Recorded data
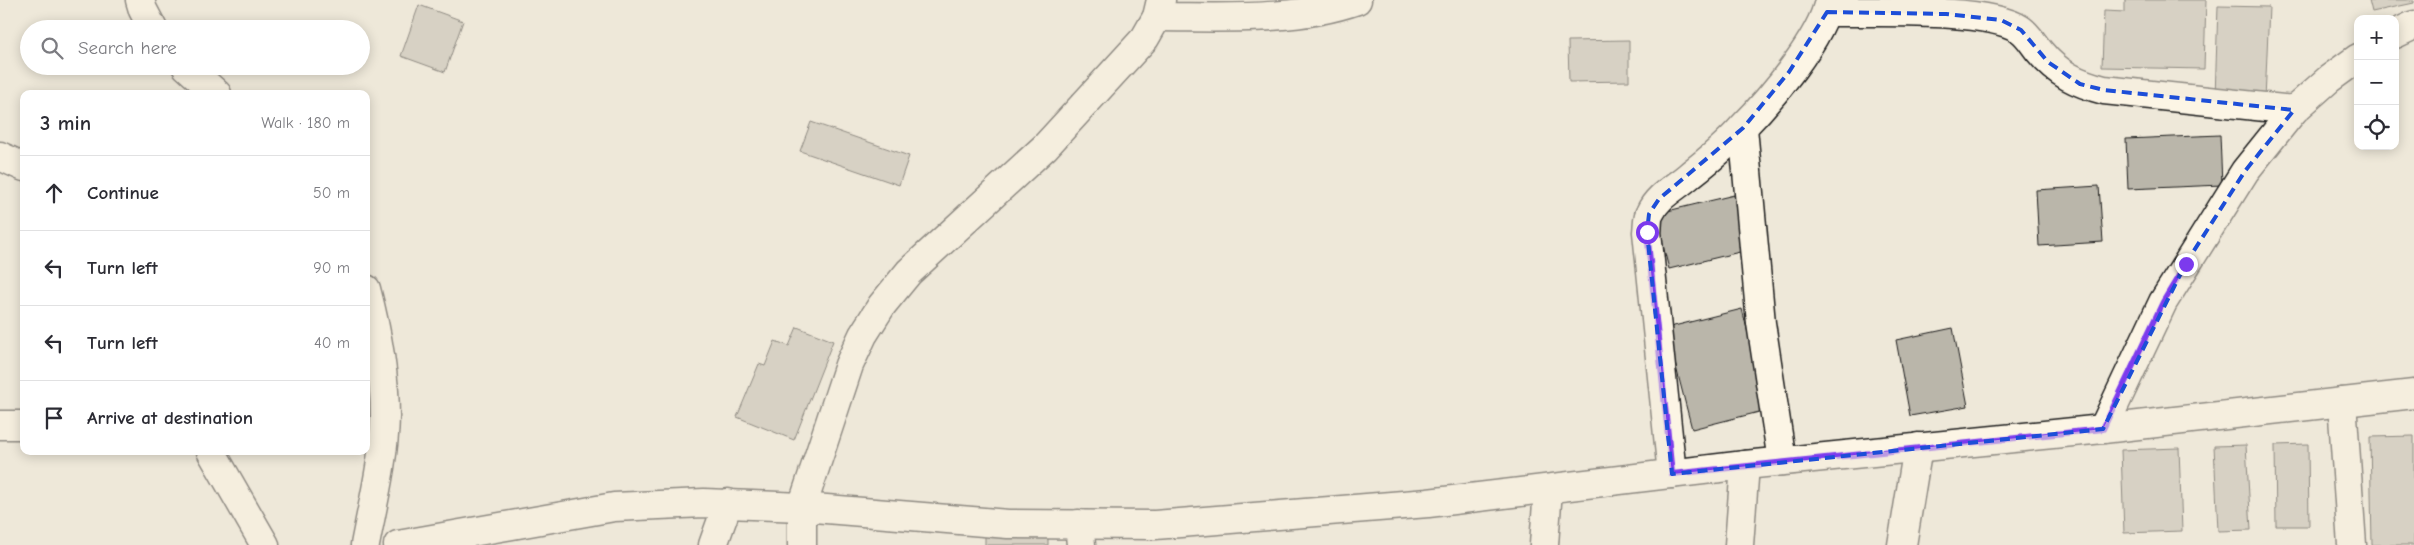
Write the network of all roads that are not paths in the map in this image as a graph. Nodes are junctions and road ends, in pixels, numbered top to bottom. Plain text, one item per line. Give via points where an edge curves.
1 (140, 0) edge
2 (1357, 0) edge
3 (1828, 6) edge
4 (1159, 9) edge
5 (148, 20) edge
6 (2414, 25) edge
7 (2399, 32) edge
8 (2355, 60) edge
9 (196, 75) edge
10 (213, 90) edge
11 (2294, 110) junction
12 (1743, 128) junction
13 (0, 156) edge
14 (20, 165) edge
15 (370, 304) edge
16 (2414, 394) edge
17 (2342, 402) junction
18 (20, 425) edge
19 (0, 426) edge
20 (2103, 429) junction
21 (1918, 447) junction
22 (213, 455) edge
23 (1782, 462) junction
24 (1745, 465) junction
25 (1672, 474) junction
26 (1548, 489) junction
27 (716, 503) junction
28 (802, 507) junction
29 (1080, 535) edge
30 (265, 545) edge
31 (365, 545) edge
32 (398, 545) edge
33 (713, 545) edge
34 (802, 545) edge
35 (1544, 545) edge
36 (1739, 545) edge
37 (1902, 545) edge
38 (2352, 545) edge

1 - 5 street
2 - 4 street via 1296,13 1241,17
3 - 11 street via 2001,20 2021,30 2048,62 2080,84 2104,90
3 - 12 street via 1818,29 1789,72
4 - 28 street via 1145,38 1045,147 909,272 882,305 863,335 850,365
6 - 7 street
8 - 11 street
9 - 10 street
11 - 20 street via 2245,171 2163,302
12 - 23 street via 1761,323
12 - 25 street via 1659,199 1649,214 1647,232
13 - 14 street
15 - 31 street via 382,368 385,418 380,467
16 - 17 street
17 - 20 street
17 - 38 street
18 - 19 street
20 - 21 street
21 - 23 street
21 - 37 street
22 - 30 street
23 - 24 street
24 - 25 street
24 - 36 street
25 - 26 street
26 - 29 street via 1428,503 1155,525
26 - 35 street
27 - 28 street
27 - 32 street via 614,507
27 - 33 street
28 - 29 street via 1008,524
28 - 34 street

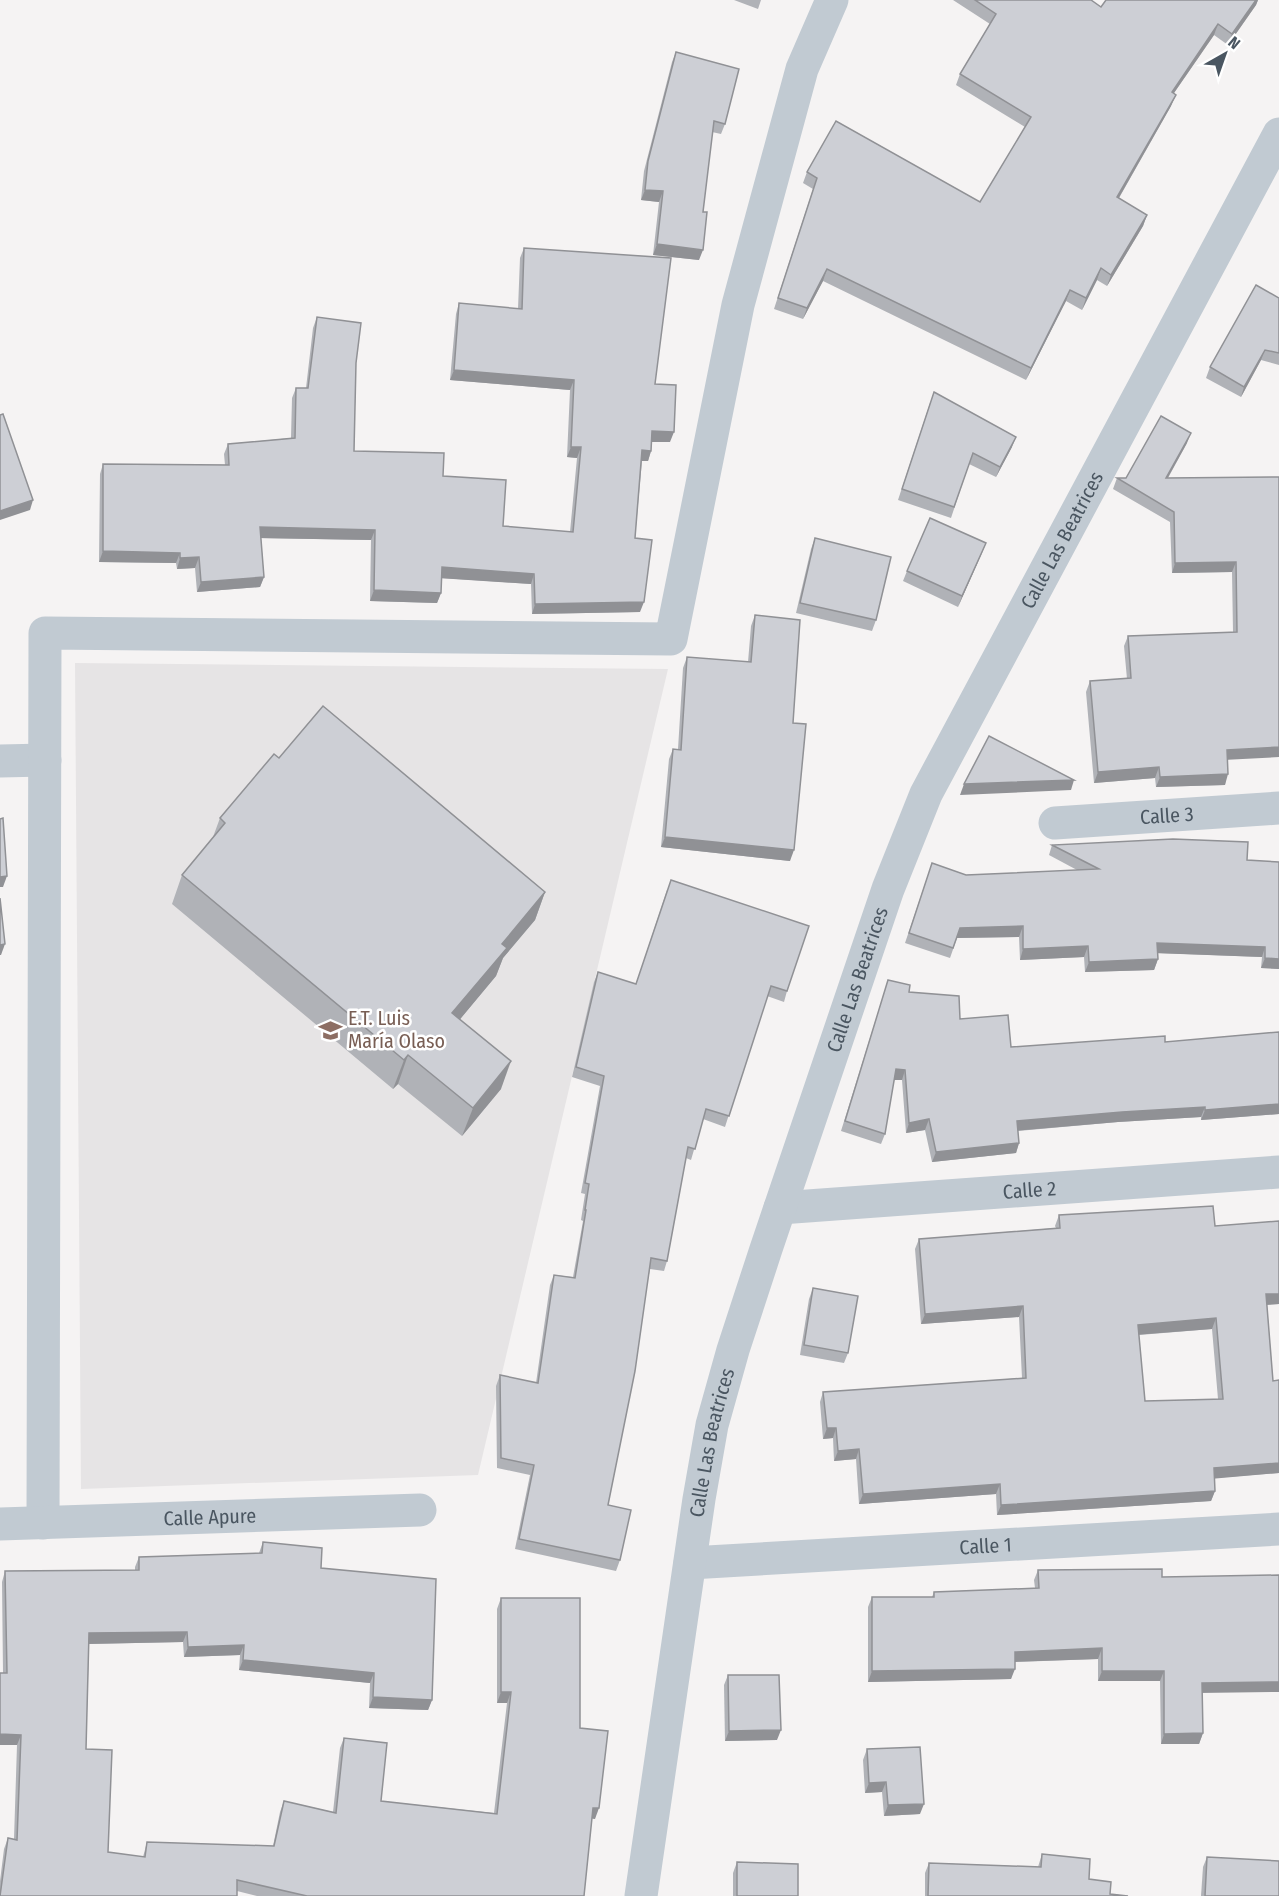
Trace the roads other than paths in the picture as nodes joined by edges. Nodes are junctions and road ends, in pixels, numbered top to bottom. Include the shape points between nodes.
1 (832, 0) edge
2 (1279, 134) edge
3 (45, 760) junction
4 (0, 761) edge
5 (1279, 808) edge
6 (1055, 823) dead end
7 (1279, 1172) edge
8 (780, 1208) junction
9 (420, 1510) dead end
10 (43, 1523) junction
11 (0, 1524) edge
12 (1279, 1529) edge
13 (690, 1563) junction
14 (641, 1896) edge

1 - 3 street via 802,69 738,305 671,639 45,633
2 - 8 street, Calle Las Beatrices via 926,794 888,889
3 - 4 street
3 - 10 street
5 - 6 street, Calle 3
7 - 8 street, Calle 2
8 - 13 street, Calle Las Beatrices via 712,1425
9 - 10 street, Calle Apure
10 - 11 street, Calle Apure
12 - 13 street, Calle 1
13 - 14 street, Calle Las Beatrices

• [EXERCISE AIM]: A word-for-word copy of every entry, with the pictures left out, is the required answer.

• [WRITTEN REPLY]:
Write the network of all roads that are not paths in the map in this image as a graph. Nodes are junctions and road ends, in pixels, numbered top to bottom. Plain text, one item per line. Give via points where an edge curves.
1 (140, 0) edge
2 (1357, 0) edge
3 (1828, 6) edge
4 (1159, 9) edge
5 (148, 20) edge
6 (2414, 25) edge
7 (2399, 32) edge
8 (2355, 60) edge
9 (196, 75) edge
10 (213, 90) edge
11 (2294, 110) junction
12 (1743, 128) junction
13 (0, 156) edge
14 (20, 165) edge
15 (370, 304) edge
16 (2414, 394) edge
17 (2342, 402) junction
18 (20, 425) edge
19 (0, 426) edge
20 (2103, 429) junction
21 (1918, 447) junction
22 (213, 455) edge
23 (1782, 462) junction
24 (1745, 465) junction
25 (1672, 474) junction
26 (1548, 489) junction
27 (716, 503) junction
28 (802, 507) junction
29 (1080, 535) edge
30 (265, 545) edge
31 (365, 545) edge
32 (398, 545) edge
33 (713, 545) edge
34 (802, 545) edge
35 (1544, 545) edge
36 (1739, 545) edge
37 (1902, 545) edge
38 (2352, 545) edge

1 - 5 street
2 - 4 street via 1296,13 1241,17
3 - 11 street via 2001,20 2021,30 2048,62 2080,84 2104,90
3 - 12 street via 1818,29 1789,72
4 - 28 street via 1145,38 1045,147 909,272 882,305 863,335 850,365
6 - 7 street
8 - 11 street
9 - 10 street
11 - 20 street via 2245,171 2163,302
12 - 23 street via 1761,323
12 - 25 street via 1659,199 1649,214 1647,232
13 - 14 street
15 - 31 street via 382,368 385,418 380,467
16 - 17 street
17 - 20 street
17 - 38 street
18 - 19 street
20 - 21 street
21 - 23 street
21 - 37 street
22 - 30 street
23 - 24 street
24 - 25 street
24 - 36 street
25 - 26 street
26 - 29 street via 1428,503 1155,525
26 - 35 street
27 - 28 street
27 - 32 street via 614,507
27 - 33 street
28 - 29 street via 1008,524
28 - 34 street

Trace the roads other than paths in the picture as nodes joined by edges. Nodes are junctions and road ends, in pixels, numbered top to bottom. Include the shape points between nodes.
1 (832, 0) edge
2 (1279, 134) edge
3 (45, 760) junction
4 (0, 761) edge
5 (1279, 808) edge
6 (1055, 823) dead end
7 (1279, 1172) edge
8 (780, 1208) junction
9 (420, 1510) dead end
10 (43, 1523) junction
11 (0, 1524) edge
12 (1279, 1529) edge
13 (690, 1563) junction
14 (641, 1896) edge

1 - 3 street via 802,69 738,305 671,639 45,633
2 - 8 street, Calle Las Beatrices via 926,794 888,889
3 - 4 street
3 - 10 street
5 - 6 street, Calle 3
7 - 8 street, Calle 2
8 - 13 street, Calle Las Beatrices via 712,1425
9 - 10 street, Calle Apure
10 - 11 street, Calle Apure
12 - 13 street, Calle 1
13 - 14 street, Calle Las Beatrices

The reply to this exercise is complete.